Flexible Arbeitszeitmodelle, spürbare Entlastung im Berufsalltag, betriebliche Gesundheitsprogramme und die Reduktion administrativer Aufgaben durch Digitalisierung sind entscheidende Faktoren für einen attraktiveren Pflegeberuf. Auch die Akademisierung der Gesundheitsberufe kann zur Professionalisierung beitragen und neue Perspektiven eröffnen. Dafür braucht es klare gesetzliche Rahmenbedingungen und eine stärkere Verzahnung von Theorie und Praxis, beispielsweise durch geförderte Kooperationen mit Hochschulen. Beschleunigte und digitalisierte Anerkennungsverfahren sowie flächendeckende Begleitmaßnahmen wie Mentoring, Sprachkurse und Lernförderung können den Beruf darüber hinaus für ausländische Fachkräfte attraktiver machen. Eine Refinanzierung der Sprachkurse vor und während der Ausbildung durch die Landesregierung wäre ein starkes Bekenntnis für eine nachhaltige Fachkräftegewinnung.
Ein genereller Ausbau der Ausbildungsplätze ist unerlässlich. Dabei muss auf die regionale Verfügbarkeit von Praxiseinsätzen geachtet und ein flächendeckendes Fort- und Weiterbildungsangebot mit digitalen Modulen gewährleistet werden. Finanzielle Anreize für Auszubildende und Lehrende sind dabei eine Möglichkeit, die Pflegeausbildung attraktiver zu machen. Hier braucht es eine stärkere finanzielle Beteiligung der Pflege- und Krankenkassen im Rahmen des Ausbildungsfonds, damit Einrichtungen ihre Ausbildungskosten besser refinanzieren können. Auch Quereinstiegs- und Umschulungsprogramme können neue Talente für die Pflege gewinnen.
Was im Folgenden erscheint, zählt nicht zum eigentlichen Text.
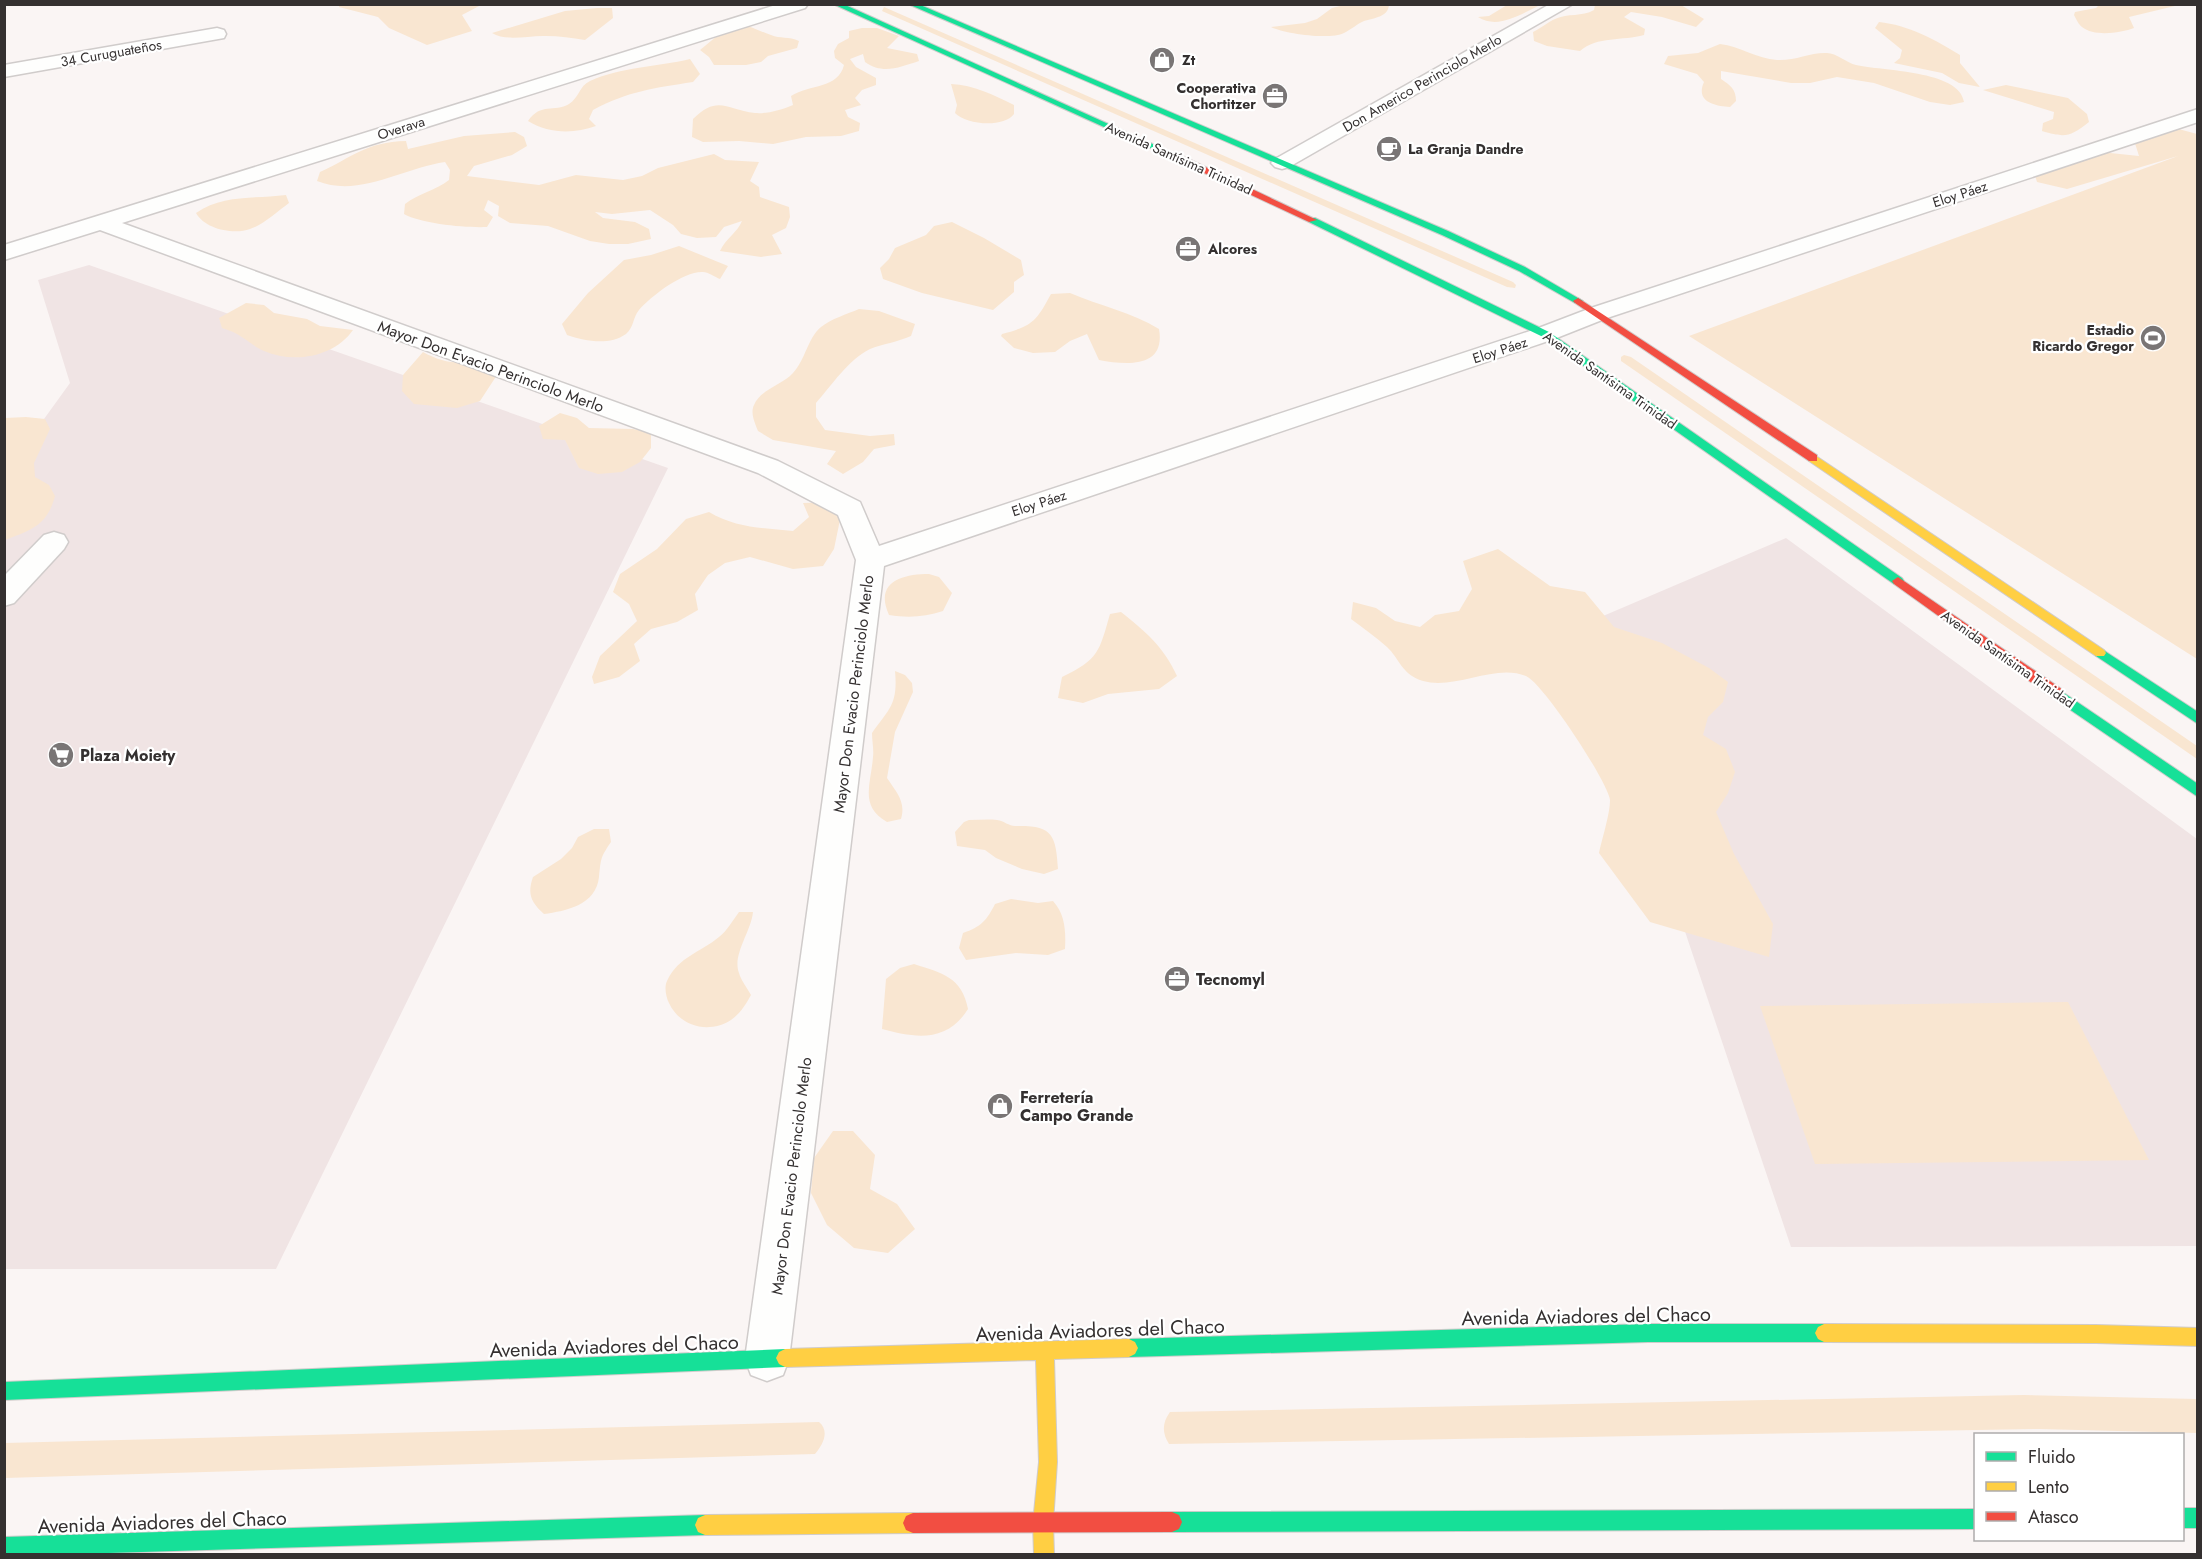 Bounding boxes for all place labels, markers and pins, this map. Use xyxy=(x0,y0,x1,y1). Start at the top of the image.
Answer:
shop icon: Zt xyxy=(1147,45,1177,75)
place label: Zt xyxy=(1182,50,1196,70)
place label: Cooperativa Chortitzer xyxy=(1176,78,1256,114)
office icon: Cooperativa Chortitzer xyxy=(1260,81,1290,111)
cafe icon: La Granja Dandre xyxy=(1374,134,1404,164)
place label: La Granja Dandre xyxy=(1408,139,1524,159)
office icon: Alcores xyxy=(1173,234,1203,264)
place label: Alcores xyxy=(1207,239,1258,259)
place label: Estadio Ricardo Gregor xyxy=(2032,320,2134,356)
sports icon: Estadio Ricardo Gregor xyxy=(2138,323,2168,353)
supermarket icon: Plaza Moiety xyxy=(46,740,76,770)
place label: Plaza Moiety xyxy=(80,744,176,767)
office icon: Tecnomyl xyxy=(1162,964,1192,994)
place label: Tecnomyl xyxy=(1196,968,1265,991)
place label: Ferretería Campo Grande xyxy=(1020,1086,1134,1127)
shop icon: Ferretería Campo Grande xyxy=(985,1091,1015,1121)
Angesichts der Tatsache, dass über die Hälfte der Pflegebedürftigen zu Hause versorgt wird, muss Pflege stärker als bisher sozialräumlich gedacht und umgesetzt werden. Die Stärkung der Beratungsfunktion von Pflegefachkräften ist dabei ein wichtiger Bestandteil, um Angehörige, Nachbar*innen und andere informell Pflegende zu befähigen. Zudem kann die Förderung sozialräumlicher Netzwerke und generationenübergreifender Projekte die häusliche Pflege verbessern und gesellschaftliche Teilhabe ermöglichen. Auch die Stärkung der Sozialen Altenarbeit und der flächendeckende Einsatz von Case-Management können dazu beitragen, Pflegebedürftigkeit hinauszuzögern und Teilhabe zu fördern.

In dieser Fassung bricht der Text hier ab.